My comments today will focus on Big Apple Oriental Tours of Bellerose and
Poughkeepsie, New York and G&F Tours of New Orleans, Louisiana. I will speak about

these sex tour companies because in their methods of operation they demonstrate the typical
activities of sex tour companies. I will also speak about them because the lack of action
against them by both federal and state prosecutors is also typical of our country’s inadequate
response to the demand side of the trafficking of women and children.
From its locations in New York, Big Apple Oriental Tours was advertising its

services, communicating with potential sex tourists to persuade them to travel with Big
Apple Oriental Tours, making airline and hotel reservations, and arranging for local tour
guides in the destination countries to introduce men to women from whom they could buy
sex. The local Big Apple representative who escorted the men to the clubs was also available
to negotiate the sex acts to be purchased and their price with the “mamasan” who controlled

the women in these bars and clubs. G&F Tours in New Orleans conducts its activities in
precisely the same way, even using the same tour guide as Big Apple in Thailand.


Page 2
It should be simple to prosecute a company that so blatantly accepts money to
facilitate and arrange commercial sex acts. New York Penal Law Section 230.20 makes it a

Class A misdemeanor when a person “knowingly advances or profits from prostitution”.
Penal Law Section 230.25 makes it a Class D felony when a person “knowingly advances or
profits from prostitution by managing, supervising, controlling or owning either alone or in
association with others, a house of prostitution or a prostitution business or enterprise
involving prostitution activity by two or more prostitutes”.
Despite the clear language of the New York Penal Law and the uncontroverted
activities of Big Apple Oriental Tours, Equality Now campaigned unsuccessfully for seven

years with the Queens County District Attorney to prosecute Big Apple Oriental Tours for
promoting prostitution. Only when the case was brought to the attention of New York
Attorney General Eliot Spitzer in 2003 was a civil proceeding to shut down the company
undertaken and a criminal prosecution subsequently commenced. The criminal case was
dismissed and then the dismissal was reversed on appeal. We are now waiting for another
grand jury proceeding and hoping the case will go to trial. No other State level prosecution

against sex tour operators for promoting prostitution has even been attempted despite most
states having similar prohibitions of such activities as those of New York that I just
described. I would like to note that from the beginning of our campaign seven years ago,
Congresswoman Maloney has been tremendously supportive of our efforts to close down Big
Apple Oriental Tours and prosecute its owner/operators. I would like to thank her for this

support, which has been instrumental in leading finally to the case currently underway.
Federal prosecutors have been equally unwilling to address the demand for trafficked
women and girls created by sex tour operators and their customers. Unless it can be proven
that children are involved, they are not interested. Very often minors are involved, but it is
usually impossible to prove. Moreover, as a matter of principle as well as practicality, law
enforcement interest in sex tourism should not be confined to cases involving minors.

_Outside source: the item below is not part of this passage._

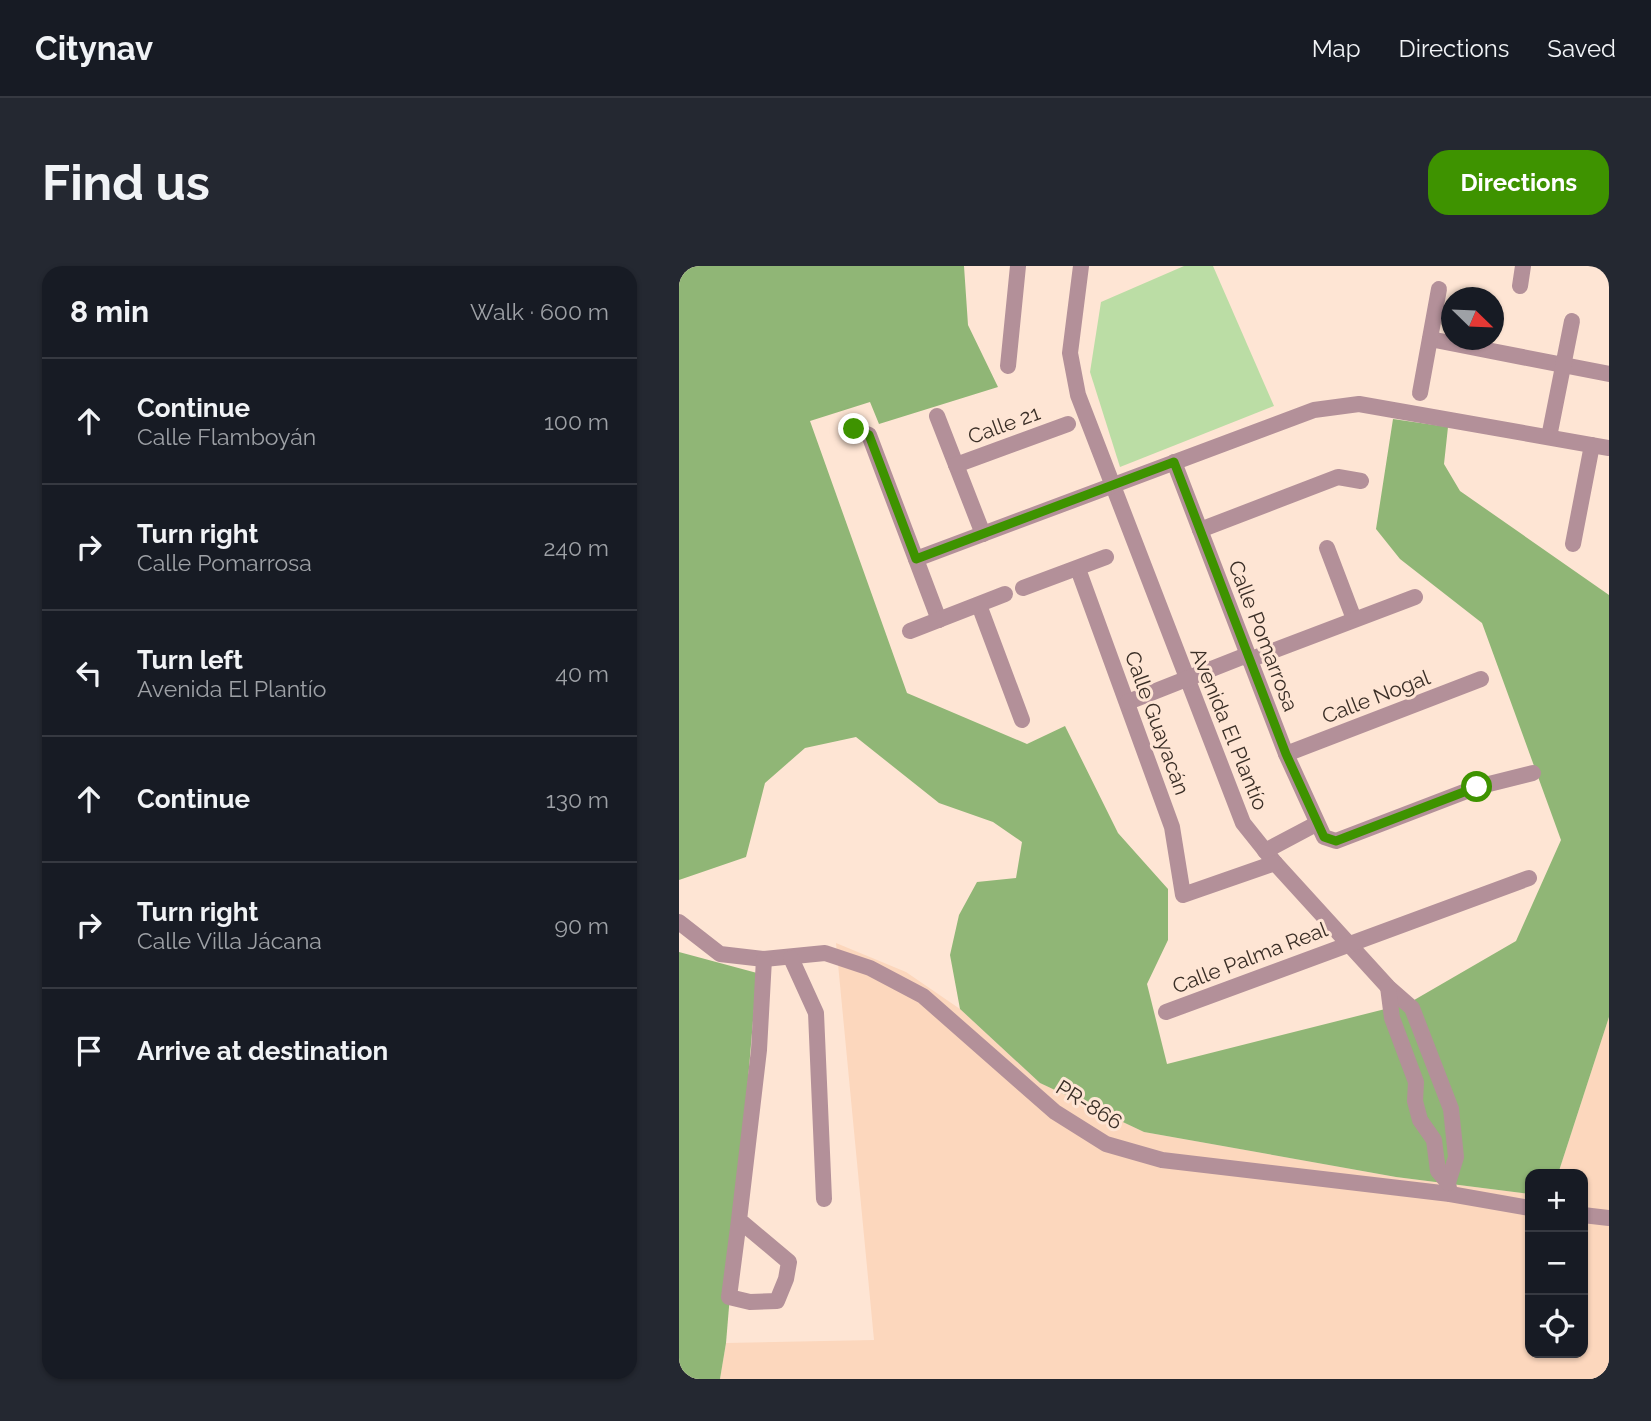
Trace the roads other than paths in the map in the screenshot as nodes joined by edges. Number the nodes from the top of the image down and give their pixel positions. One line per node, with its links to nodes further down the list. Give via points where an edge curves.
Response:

Section 2421 of Title 18 of the United States Code, known as the Mann Act, provides a ten
year sentence for anyone who “knowingly transports any individual in interstate or foreign
commerce . . . with the intent that such individual engage in prostitution or in any sexual
activity for which any person can be charged with a crime, or attempts to do so.” Section
2422(a) makes it a crime for anyone who “knowingly persuades, induces, entices, or coerces
any individual to travel in interstate or foreign commerce . . . to engage in prostitution, or in
any sexual activity for which any person can charged with a criminal offense, or attempts to
do so.” These provisions of the Mann Act could be effectively used against United States
sex tour operators but the Department of Justice has so far failed to apply this statute against

them. Neither of these sections requires that prostituted person or victim be a minor and
neither of these sections requires that the individual being transported or induced or
persuaded to travel in foreign commerce be the prostituted person or victim. In other words,
transporting “johns” in foreign commerce, which is exactly what sex tour companies do, falls
within the scope of the Mann Act.
In virtually every popular sex tour destination country, such as Thailand, patronizing

a prostitute is illegal and “johns” can be charged with a crime for purchasing sex acts.
Although both of the Mann Act sections just described could be applied to sex tour operators
who every day induce, persuade and ultimately transport individuals in foreign commerce to
engage in criminal sexual activity, Equality Now has not been successful in its efforts over


Page 3

the past six years to get the Department of Justice and the United States Attorneys Offices in
the Eastern District of Louisiana and Southern District New York to apply the Mann Act
against G&F Tours. By its failure to use the Mann Act against sex tour operators like G&F
Tours, the Department of Justice has created a de facto narrowing of that law’s application.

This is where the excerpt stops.